Skeletal landmark data.
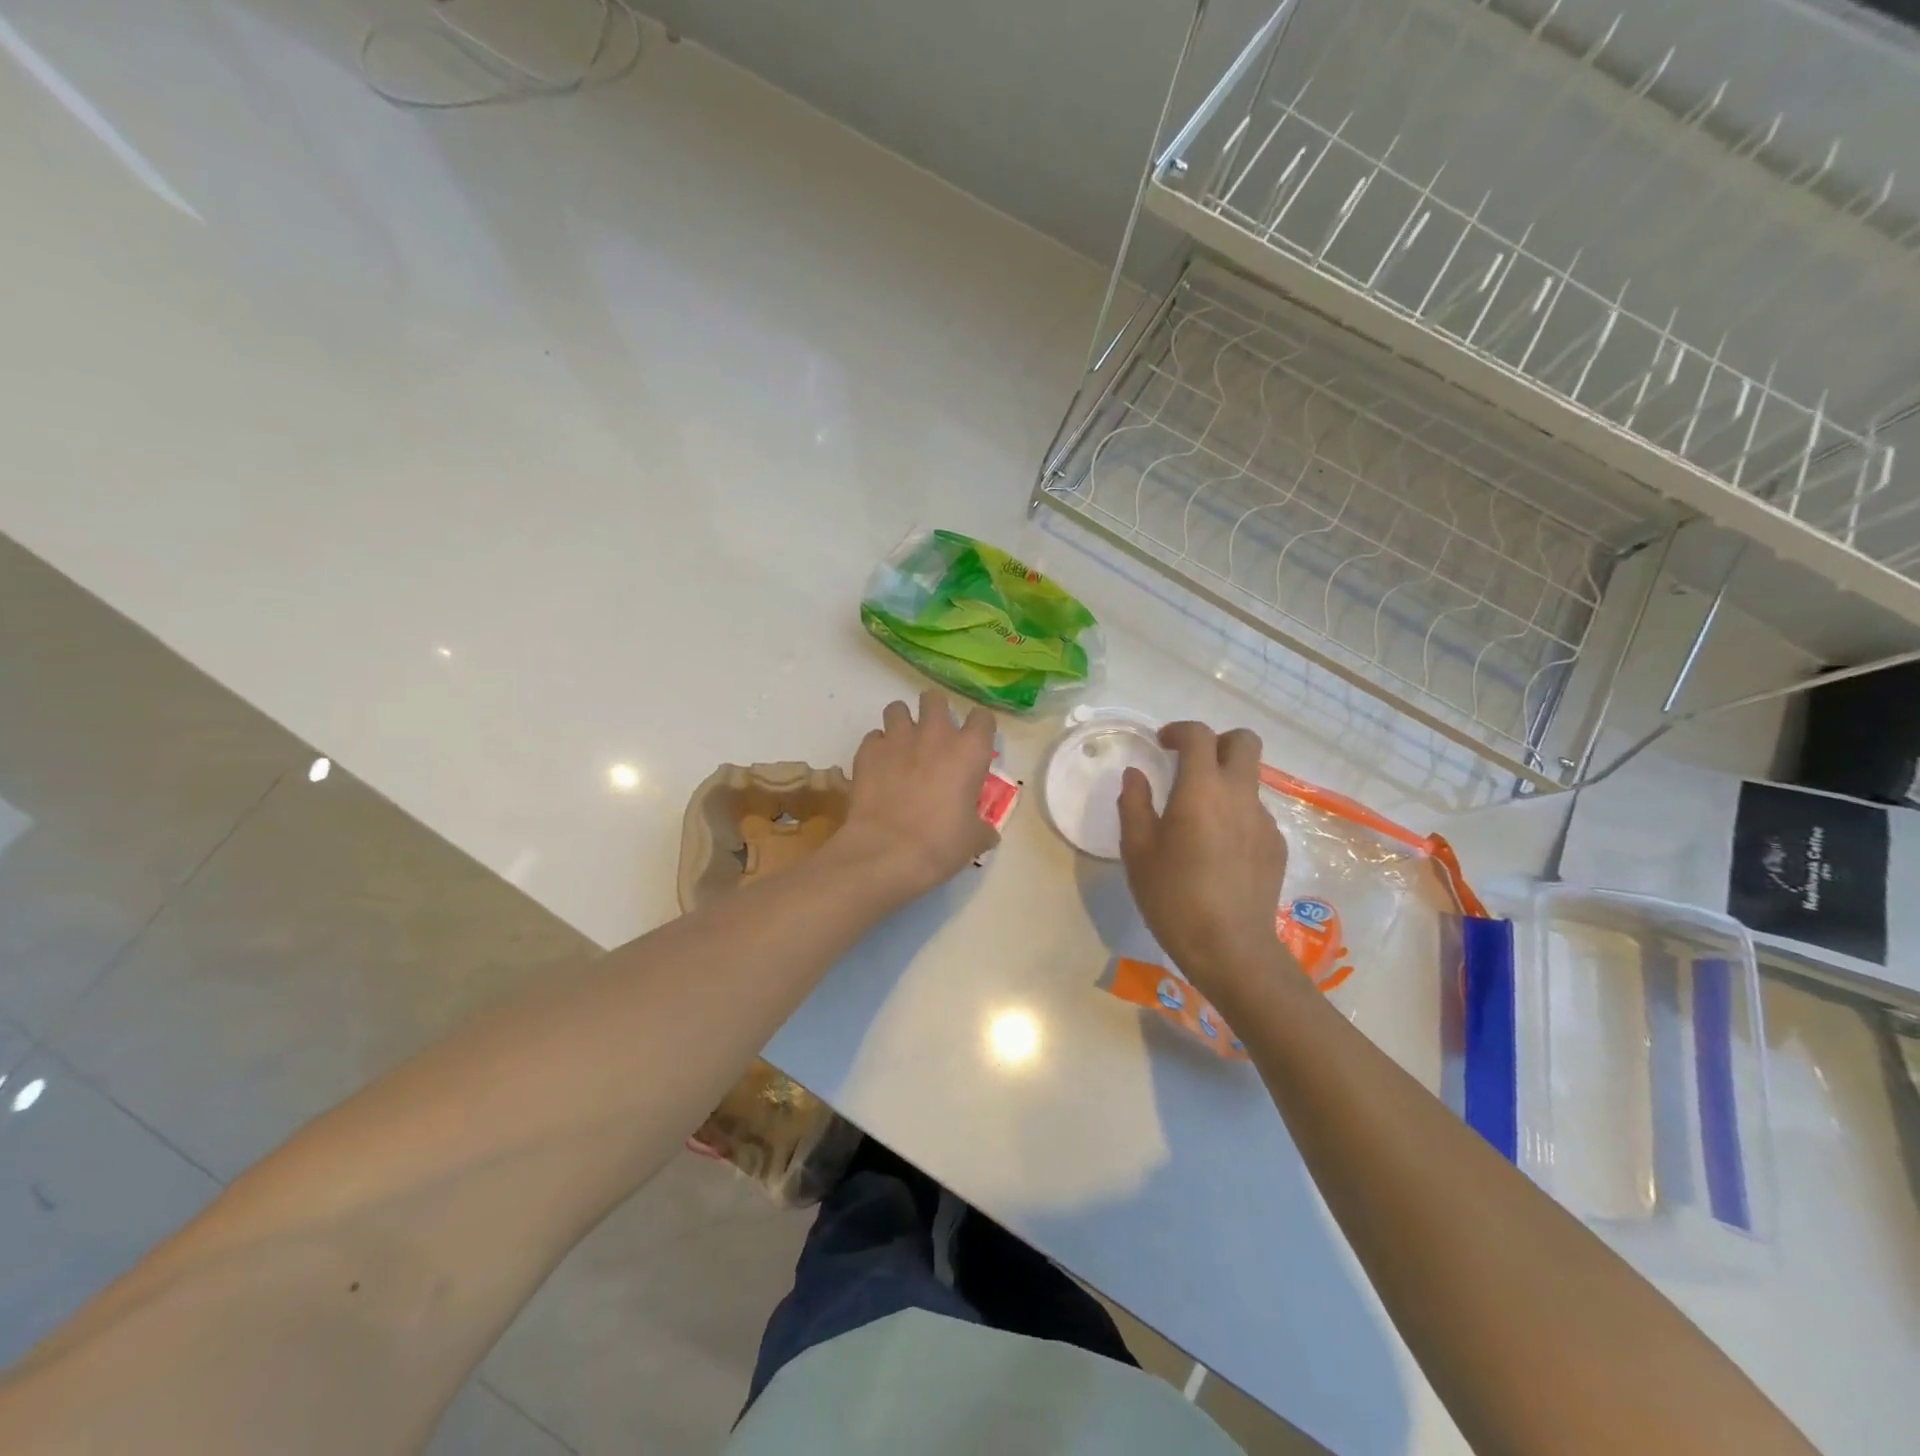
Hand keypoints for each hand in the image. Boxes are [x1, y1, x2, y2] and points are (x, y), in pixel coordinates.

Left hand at [834, 690, 997, 899]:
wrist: (887, 852)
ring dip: (901, 723)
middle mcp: (935, 734)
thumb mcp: (973, 840)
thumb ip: (982, 828)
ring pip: (897, 708)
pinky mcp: (867, 751)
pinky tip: (878, 769)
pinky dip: (876, 749)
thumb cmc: (941, 844)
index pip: (982, 718)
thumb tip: (987, 834)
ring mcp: (897, 739)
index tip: (975, 744)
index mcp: (969, 750)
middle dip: (934, 712)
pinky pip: (873, 738)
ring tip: (901, 747)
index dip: (979, 729)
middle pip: (935, 699)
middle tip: (934, 738)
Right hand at [1118, 721, 1290, 1006]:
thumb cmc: (1173, 897)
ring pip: (1250, 780)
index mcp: (1201, 790)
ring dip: (1225, 782)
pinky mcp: (1276, 846)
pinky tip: (1218, 851)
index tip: (1161, 744)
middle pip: (1244, 742)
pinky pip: (1255, 814)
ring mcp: (1264, 820)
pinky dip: (1236, 815)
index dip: (1179, 730)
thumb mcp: (1137, 851)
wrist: (1230, 948)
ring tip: (1198, 819)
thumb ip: (1134, 804)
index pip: (1199, 735)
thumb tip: (1136, 776)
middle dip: (1217, 742)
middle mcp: (1239, 795)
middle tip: (1190, 764)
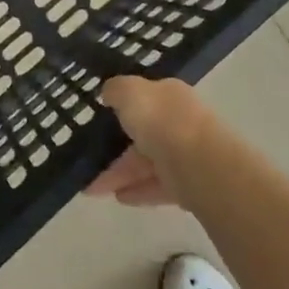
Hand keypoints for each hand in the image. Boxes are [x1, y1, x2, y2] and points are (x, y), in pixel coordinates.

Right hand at [85, 76, 215, 208]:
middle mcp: (181, 121)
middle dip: (116, 148)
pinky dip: (138, 191)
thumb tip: (109, 92)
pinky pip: (158, 186)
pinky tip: (118, 198)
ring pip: (148, 162)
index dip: (123, 106)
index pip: (146, 97)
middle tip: (89, 160)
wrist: (198, 164)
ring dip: (121, 173)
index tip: (100, 118)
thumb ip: (116, 90)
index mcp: (170, 95)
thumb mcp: (129, 92)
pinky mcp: (189, 184)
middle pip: (144, 133)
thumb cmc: (161, 120)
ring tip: (92, 187)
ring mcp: (186, 154)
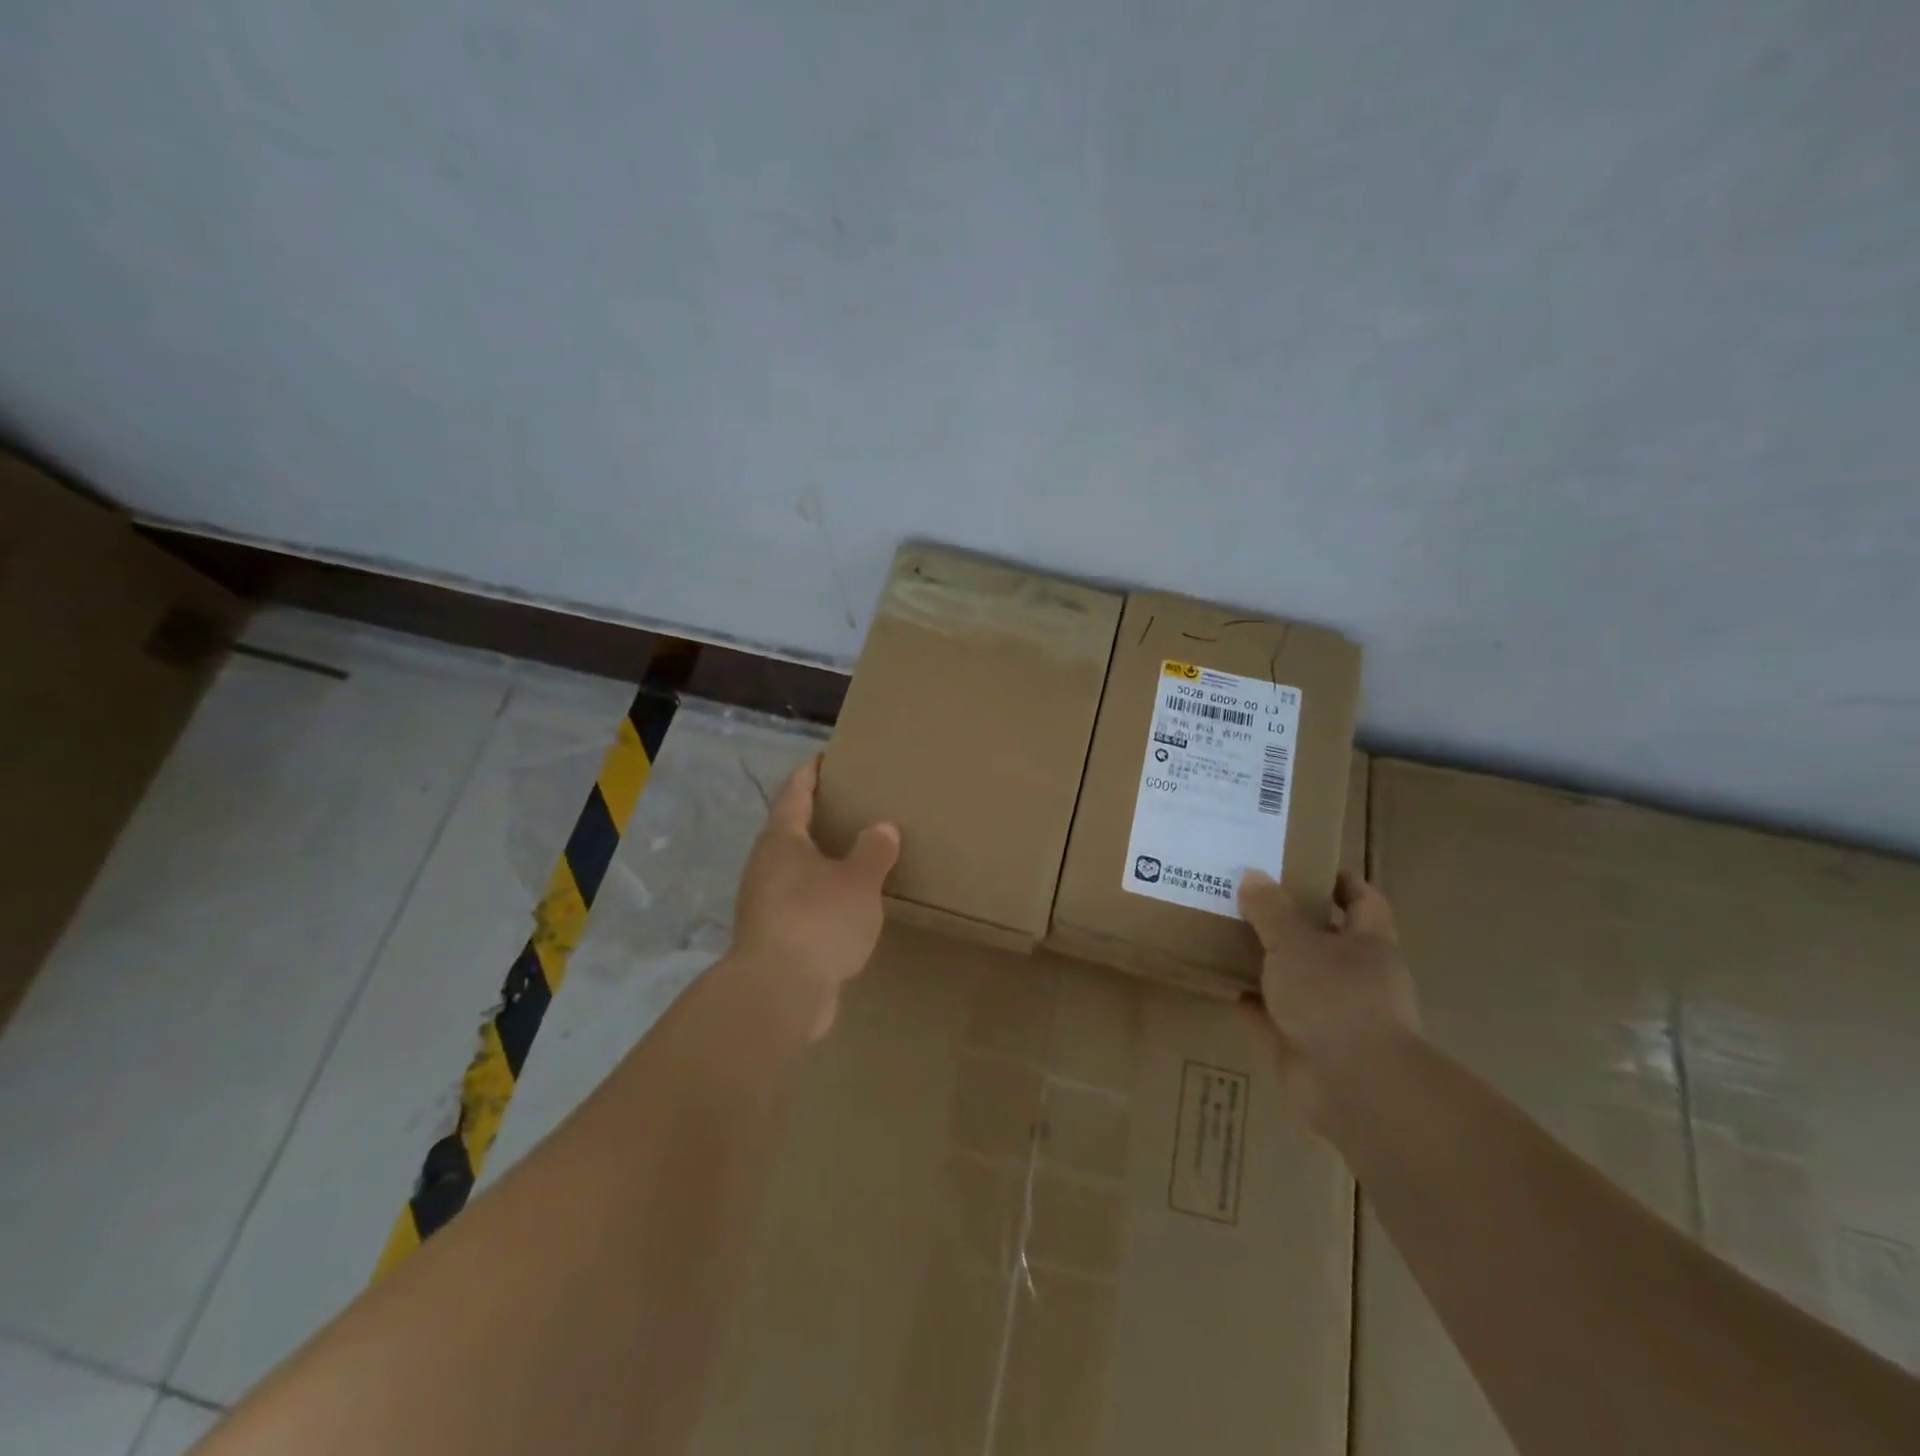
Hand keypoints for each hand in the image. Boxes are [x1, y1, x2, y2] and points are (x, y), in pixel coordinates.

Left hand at [730, 755, 900, 1040]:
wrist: (778, 993)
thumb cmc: (818, 920)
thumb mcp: (858, 881)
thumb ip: (873, 851)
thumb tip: (882, 828)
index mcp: (781, 841)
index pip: (794, 793)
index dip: (809, 773)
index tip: (824, 757)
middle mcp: (765, 866)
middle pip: (789, 831)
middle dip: (815, 817)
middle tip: (848, 806)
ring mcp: (764, 904)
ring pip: (794, 870)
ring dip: (819, 860)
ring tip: (852, 854)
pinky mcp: (772, 937)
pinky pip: (800, 903)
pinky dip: (821, 895)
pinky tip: (845, 904)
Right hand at [1237, 869, 1419, 1130]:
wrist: (1353, 1088)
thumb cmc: (1335, 999)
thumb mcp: (1295, 943)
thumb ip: (1271, 910)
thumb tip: (1253, 875)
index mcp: (1369, 945)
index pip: (1363, 901)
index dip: (1340, 881)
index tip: (1305, 863)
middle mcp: (1356, 978)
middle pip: (1325, 939)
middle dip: (1291, 920)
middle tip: (1248, 895)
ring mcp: (1331, 1015)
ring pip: (1295, 978)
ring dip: (1266, 962)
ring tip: (1224, 933)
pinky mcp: (1304, 1046)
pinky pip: (1270, 1015)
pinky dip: (1249, 1001)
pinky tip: (1218, 982)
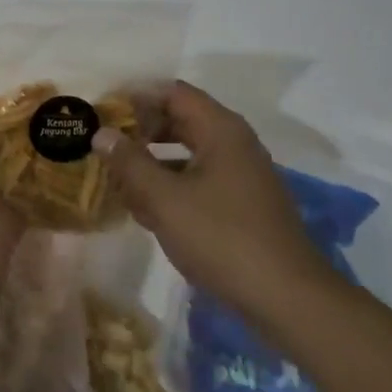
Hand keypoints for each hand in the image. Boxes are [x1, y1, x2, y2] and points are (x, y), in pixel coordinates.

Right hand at [97, 81, 340, 333]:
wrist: (288, 299)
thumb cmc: (222, 239)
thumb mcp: (164, 199)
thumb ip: (129, 162)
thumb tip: (102, 133)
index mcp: (220, 129)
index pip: (172, 92)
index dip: (135, 97)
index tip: (104, 113)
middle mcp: (234, 143)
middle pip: (180, 119)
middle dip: (141, 130)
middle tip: (106, 146)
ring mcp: (242, 174)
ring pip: (188, 152)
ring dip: (153, 161)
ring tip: (119, 180)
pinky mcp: (244, 204)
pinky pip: (200, 179)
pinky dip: (172, 185)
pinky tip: (148, 210)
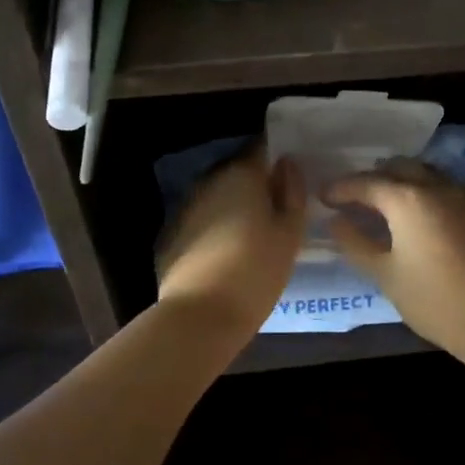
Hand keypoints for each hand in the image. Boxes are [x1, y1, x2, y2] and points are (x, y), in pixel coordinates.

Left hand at [156, 148, 305, 335]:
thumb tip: (287, 164)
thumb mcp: (289, 234)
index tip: (291, 174)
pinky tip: (226, 252)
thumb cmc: (255, 271)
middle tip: (278, 208)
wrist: (199, 316)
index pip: (262, 148)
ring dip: (235, 206)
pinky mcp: (172, 233)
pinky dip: (215, 227)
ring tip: (254, 233)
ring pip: (219, 196)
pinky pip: (202, 219)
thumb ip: (292, 193)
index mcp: (242, 175)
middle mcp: (210, 181)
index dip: (278, 157)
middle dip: (257, 185)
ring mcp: (186, 206)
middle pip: (239, 172)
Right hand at [323, 160, 464, 350]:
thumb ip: (356, 242)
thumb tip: (335, 220)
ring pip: (422, 171)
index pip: (364, 183)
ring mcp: (461, 193)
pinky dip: (423, 189)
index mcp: (406, 198)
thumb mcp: (385, 274)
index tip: (322, 196)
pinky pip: (443, 185)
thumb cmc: (433, 300)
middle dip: (370, 178)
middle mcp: (434, 185)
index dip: (340, 188)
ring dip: (399, 179)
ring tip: (383, 202)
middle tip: (352, 198)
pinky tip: (418, 212)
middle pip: (395, 168)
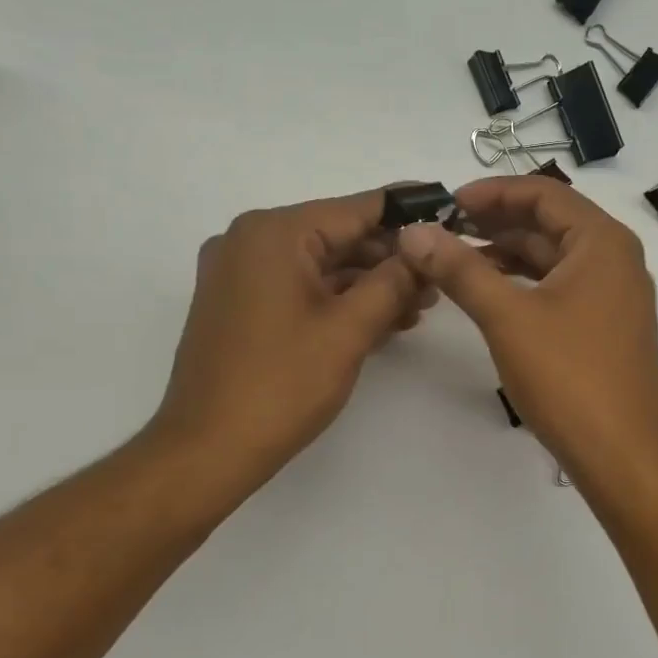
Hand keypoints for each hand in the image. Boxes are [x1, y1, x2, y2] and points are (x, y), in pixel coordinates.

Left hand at [145, 188, 432, 488]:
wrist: (208, 448)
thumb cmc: (282, 384)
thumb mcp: (350, 329)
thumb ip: (393, 281)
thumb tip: (424, 250)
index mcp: (274, 234)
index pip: (356, 209)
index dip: (408, 212)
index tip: (448, 212)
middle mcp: (250, 241)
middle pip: (338, 236)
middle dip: (390, 259)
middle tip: (438, 281)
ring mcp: (240, 274)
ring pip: (321, 265)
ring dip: (369, 284)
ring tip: (418, 306)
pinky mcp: (239, 305)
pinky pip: (300, 288)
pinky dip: (338, 300)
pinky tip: (381, 319)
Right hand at [395, 176, 657, 478]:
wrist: (622, 453)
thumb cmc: (569, 376)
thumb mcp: (507, 317)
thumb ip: (460, 270)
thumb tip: (414, 232)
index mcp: (603, 242)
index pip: (543, 193)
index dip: (492, 192)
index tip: (446, 203)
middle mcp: (615, 259)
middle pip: (549, 222)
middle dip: (495, 222)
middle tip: (442, 231)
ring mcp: (613, 295)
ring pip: (553, 258)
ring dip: (506, 254)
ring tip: (455, 260)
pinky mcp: (606, 327)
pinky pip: (560, 287)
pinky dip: (524, 284)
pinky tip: (488, 293)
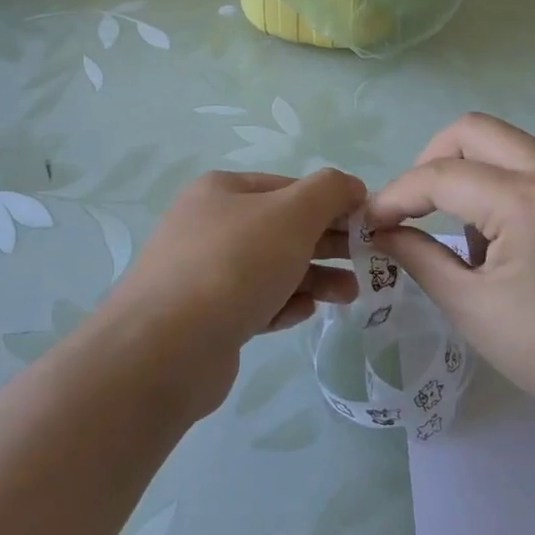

EXERCISE. The copy should hold only the lines from the one with "wrist: (1353, 1088)" through the one with "pinky tip: (148, 210)", exactly as they stand above. Leave out the pictures.

RESULT OF THE EXERCISE.
wrist: (1353, 1088)
thumb cmc: (1335, 999)
thumb mcp: (1295, 943)
thumb ip: (1271, 910)
thumb tip: (1253, 875)
index mcp: (1369, 945)
index pip: (1363, 901)
index dip: (1340, 881)
index tip: (1305, 863)
middle mcp: (1356, 978)
middle pip: (1325, 939)
middle dip: (1291, 920)
middle tip: (1248, 895)
ring mcp: (1331, 1015)
ring pip: (1295, 978)
ring dip: (1266, 962)
ring tip: (1224, 933)
pinky mcp: (1304, 1046)
pinky pip: (1270, 1015)
pinky dip: (1249, 1001)
pinky tip: (1218, 982)
Hand keypoints for each hand in the image. Boxes are [x1, y1, x2, y2] and points are (x, y), in pixel coordinates.

Right hand at [97, 81, 340, 333]:
wrist: (288, 299)
thumb cmc: (222, 239)
thumb mcp: (164, 199)
thumb ip: (129, 162)
thumb tip: (102, 133)
index mcp: (220, 129)
index pip: (172, 92)
index dip: (135, 97)
index tip: (104, 113)
middle mcp: (234, 143)
middle pip: (180, 119)
middle dip: (141, 130)
middle tip: (106, 146)
ring mcp: (242, 174)
ring pip: (188, 152)
ring dip: (153, 161)
ring tip: (119, 180)
pinky mcp: (244, 204)
pinky pip: (200, 179)
pinky dip: (172, 185)
pinky tip: (148, 210)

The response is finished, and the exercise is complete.